In 2024, the National Health and Medical Research Council (NHMRC) selected his research for their 10 of the Best Research Projects publication, which celebrates Australia’s top health and medical researchers.
New approaches for tackling glaucoma
Associate Professor Wu’s research received a boost in 2016 when he was awarded the prestigious NHMRC Early Career Fellowship.
Biomarkers are measures of biological processes that help diagnose conditions, understand the way diseases work, predict disease progression and evaluate treatment effectiveness.
His research sought to identify new biomarkers in glaucoma to improve how vision loss is prevented – and new treatments are developed – using advanced imaging and functional assessment techniques.
His research during the scholarship
has made progress towards detecting glaucoma progression earlier and finding better methods of identifying those at highest risk of progression, which also supports personalised management of this condition.
Associate Professor Wu is collaborating with CERA’s Ophthalmic Neuroscience team to further his research.
They’re harnessing the power of an advanced hyperspectral camera – that uses a spectrum of coloured light to image the eye – to help clinicians identify biomarkers of cells at risk of degeneration.
If these ‘high-risk’ patients can be identified, clinicians can then monitor them more carefully and get them the best treatment at the right time.

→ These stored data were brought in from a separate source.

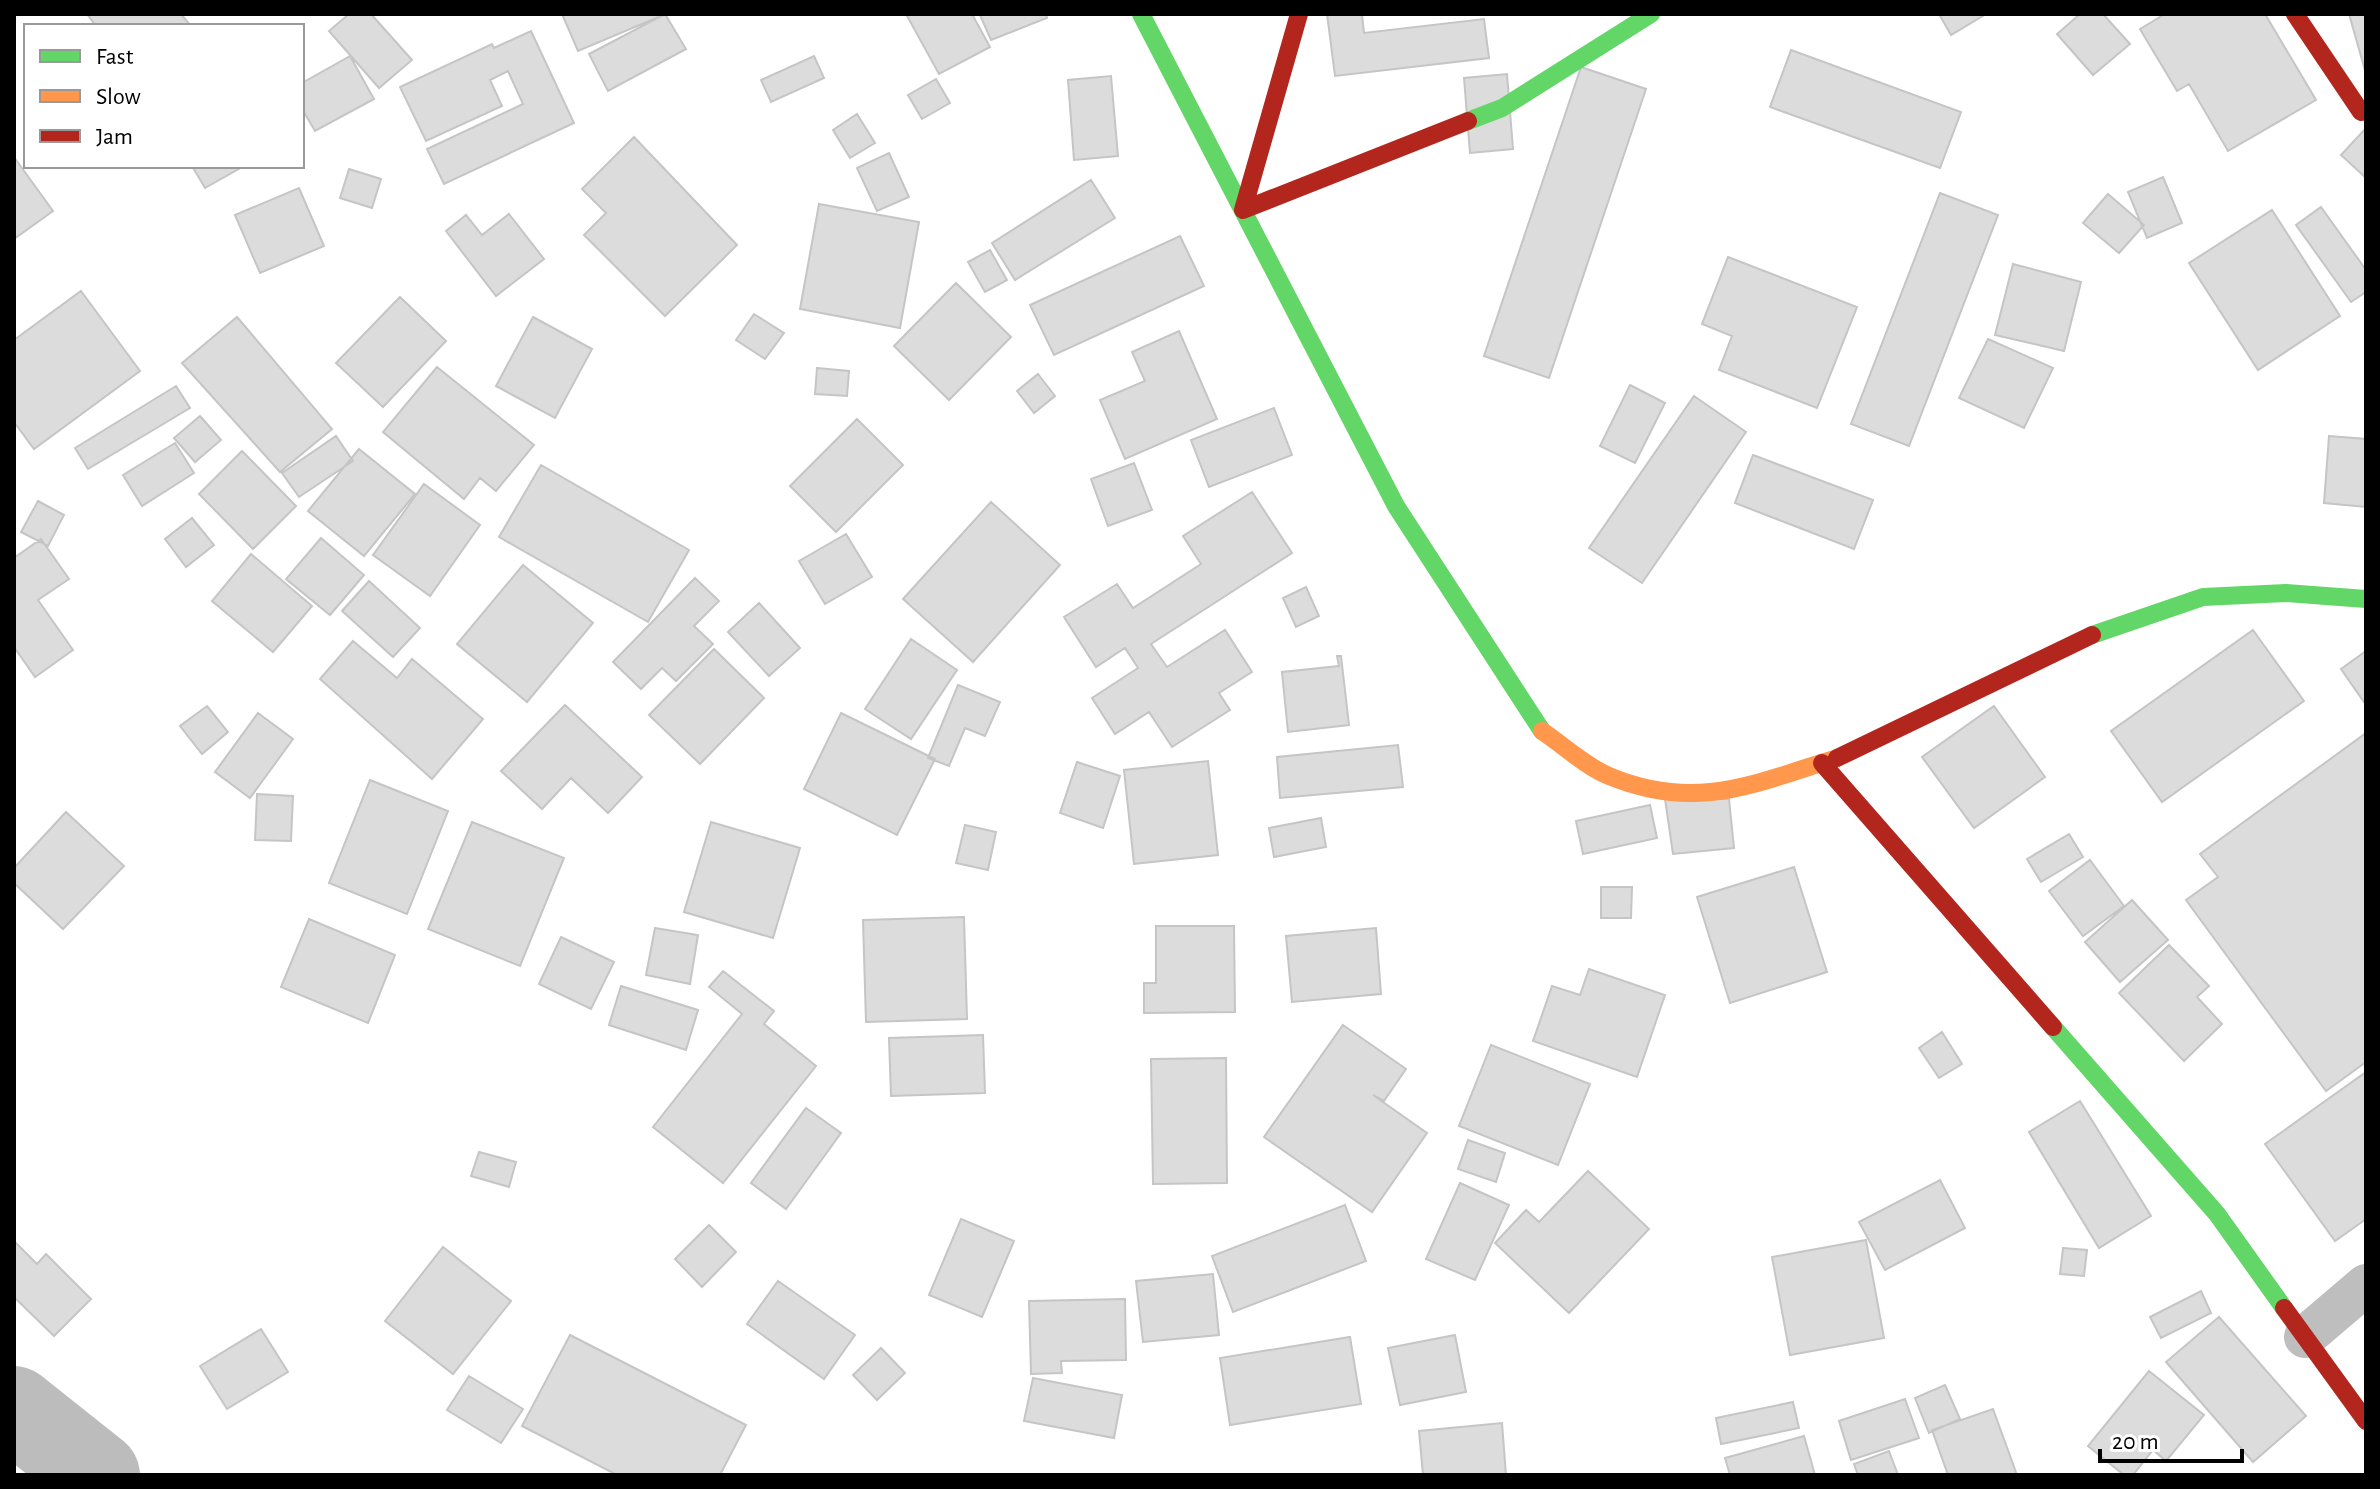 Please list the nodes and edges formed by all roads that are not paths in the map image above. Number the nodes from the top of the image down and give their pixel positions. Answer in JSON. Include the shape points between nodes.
{"nodes":[{"id":1,"x":1141,"y":14,"type":"edge"},
{"id":2,"x":1299,"y":14,"type":"edge"},
{"id":3,"x":1651,"y":14,"type":"edge"},
{"id":4,"x":2295,"y":14,"type":"edge"},
{"id":5,"x":2366,"y":109,"type":"edge"},
{"id":6,"x":1243,"y":210,"type":"junction"},
{"id":7,"x":2366,"y":599,"type":"edge"},
{"id":8,"x":1822,"y":763,"type":"junction"},
{"id":9,"x":2366,"y":1285,"type":"edge"},
{"id":10,"x":2305,"y":1337,"type":"junction"},
{"id":11,"x":2366,"y":1421,"type":"edge"}],
"edges":[{"from":1,"to":6,"type":"main road"},
{"from":2,"to":6,"type":"main road"},
{"from":3,"to":6,"type":"main road","via":[[1502,108]]},
{"from":4,"to":5,"type":"main road","via":[[2361,112]]},
{"from":6,"to":8,"type":"main road","via":[[1396,506],[1538,728],[1606,775],[1662,793],[1726,793]]},
{"from":7,"to":8,"type":"main road","via":[[2286,593],[2203,597],[2102,630],[1855,752]]},
{"from":8,"to":10,"type":"main road","via":[[2217,1214]]},
{"from":9,"to":10,"type":"street"},
{"from":10,"to":11,"type":"main road"}]}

This research could also improve how clinical trials are run and bring new treatments to people quickly.
Because glaucoma typically progresses slowly, previous clinical trials have needed thousands of people over many years. However, Associate Professor Wu has managed to reduce the sample sizes of participants required for clinical trials by up to 20-fold using new methods and designs.
He is now extending this work by exploiting new technologies.

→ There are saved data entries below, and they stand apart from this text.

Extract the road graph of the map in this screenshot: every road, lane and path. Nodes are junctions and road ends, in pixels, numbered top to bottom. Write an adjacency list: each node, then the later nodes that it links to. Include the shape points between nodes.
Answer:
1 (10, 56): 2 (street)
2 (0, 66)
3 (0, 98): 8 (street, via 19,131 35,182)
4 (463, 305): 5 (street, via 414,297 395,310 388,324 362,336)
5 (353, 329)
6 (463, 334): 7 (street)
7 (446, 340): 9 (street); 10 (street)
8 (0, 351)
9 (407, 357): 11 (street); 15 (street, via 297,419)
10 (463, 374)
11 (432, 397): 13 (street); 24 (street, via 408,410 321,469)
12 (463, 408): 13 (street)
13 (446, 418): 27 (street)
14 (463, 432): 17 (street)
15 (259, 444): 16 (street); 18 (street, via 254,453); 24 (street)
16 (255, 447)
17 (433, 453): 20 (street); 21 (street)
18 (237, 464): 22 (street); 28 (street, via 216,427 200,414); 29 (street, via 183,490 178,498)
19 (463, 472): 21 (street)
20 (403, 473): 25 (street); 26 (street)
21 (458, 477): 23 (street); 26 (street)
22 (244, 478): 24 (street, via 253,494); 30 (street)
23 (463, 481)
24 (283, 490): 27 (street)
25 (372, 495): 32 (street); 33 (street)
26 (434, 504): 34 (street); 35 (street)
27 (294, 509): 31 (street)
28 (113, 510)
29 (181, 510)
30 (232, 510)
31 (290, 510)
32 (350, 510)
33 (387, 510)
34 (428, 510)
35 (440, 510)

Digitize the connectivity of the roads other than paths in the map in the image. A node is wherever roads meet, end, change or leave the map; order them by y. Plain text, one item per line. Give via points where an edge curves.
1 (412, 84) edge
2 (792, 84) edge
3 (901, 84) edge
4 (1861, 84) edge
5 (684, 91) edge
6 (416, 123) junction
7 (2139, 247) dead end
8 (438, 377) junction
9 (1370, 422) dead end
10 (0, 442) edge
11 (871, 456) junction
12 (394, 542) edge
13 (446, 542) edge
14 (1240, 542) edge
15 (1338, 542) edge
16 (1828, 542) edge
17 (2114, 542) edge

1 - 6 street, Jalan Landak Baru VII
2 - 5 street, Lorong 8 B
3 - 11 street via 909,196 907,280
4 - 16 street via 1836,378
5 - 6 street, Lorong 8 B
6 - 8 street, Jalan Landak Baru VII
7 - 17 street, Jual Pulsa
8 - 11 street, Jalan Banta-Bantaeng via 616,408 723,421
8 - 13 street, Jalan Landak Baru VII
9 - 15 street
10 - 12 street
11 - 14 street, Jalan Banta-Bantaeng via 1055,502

“By combining state-of-the-art OCT imaging with AI techniques, we aim to make glaucoma clinical trials even shorter and less costly to perform,” Associate Professor Wu says.
Associate Professor Wu and his team are working hard to ensure these research innovations can be translated into meaningful improvements for people living with glaucoma.
“Through earlier diagnosis, faster identification of disease progression and paving the way for therapeutic innovation, we hope to make blindness from glaucoma a thing of the past,” he says.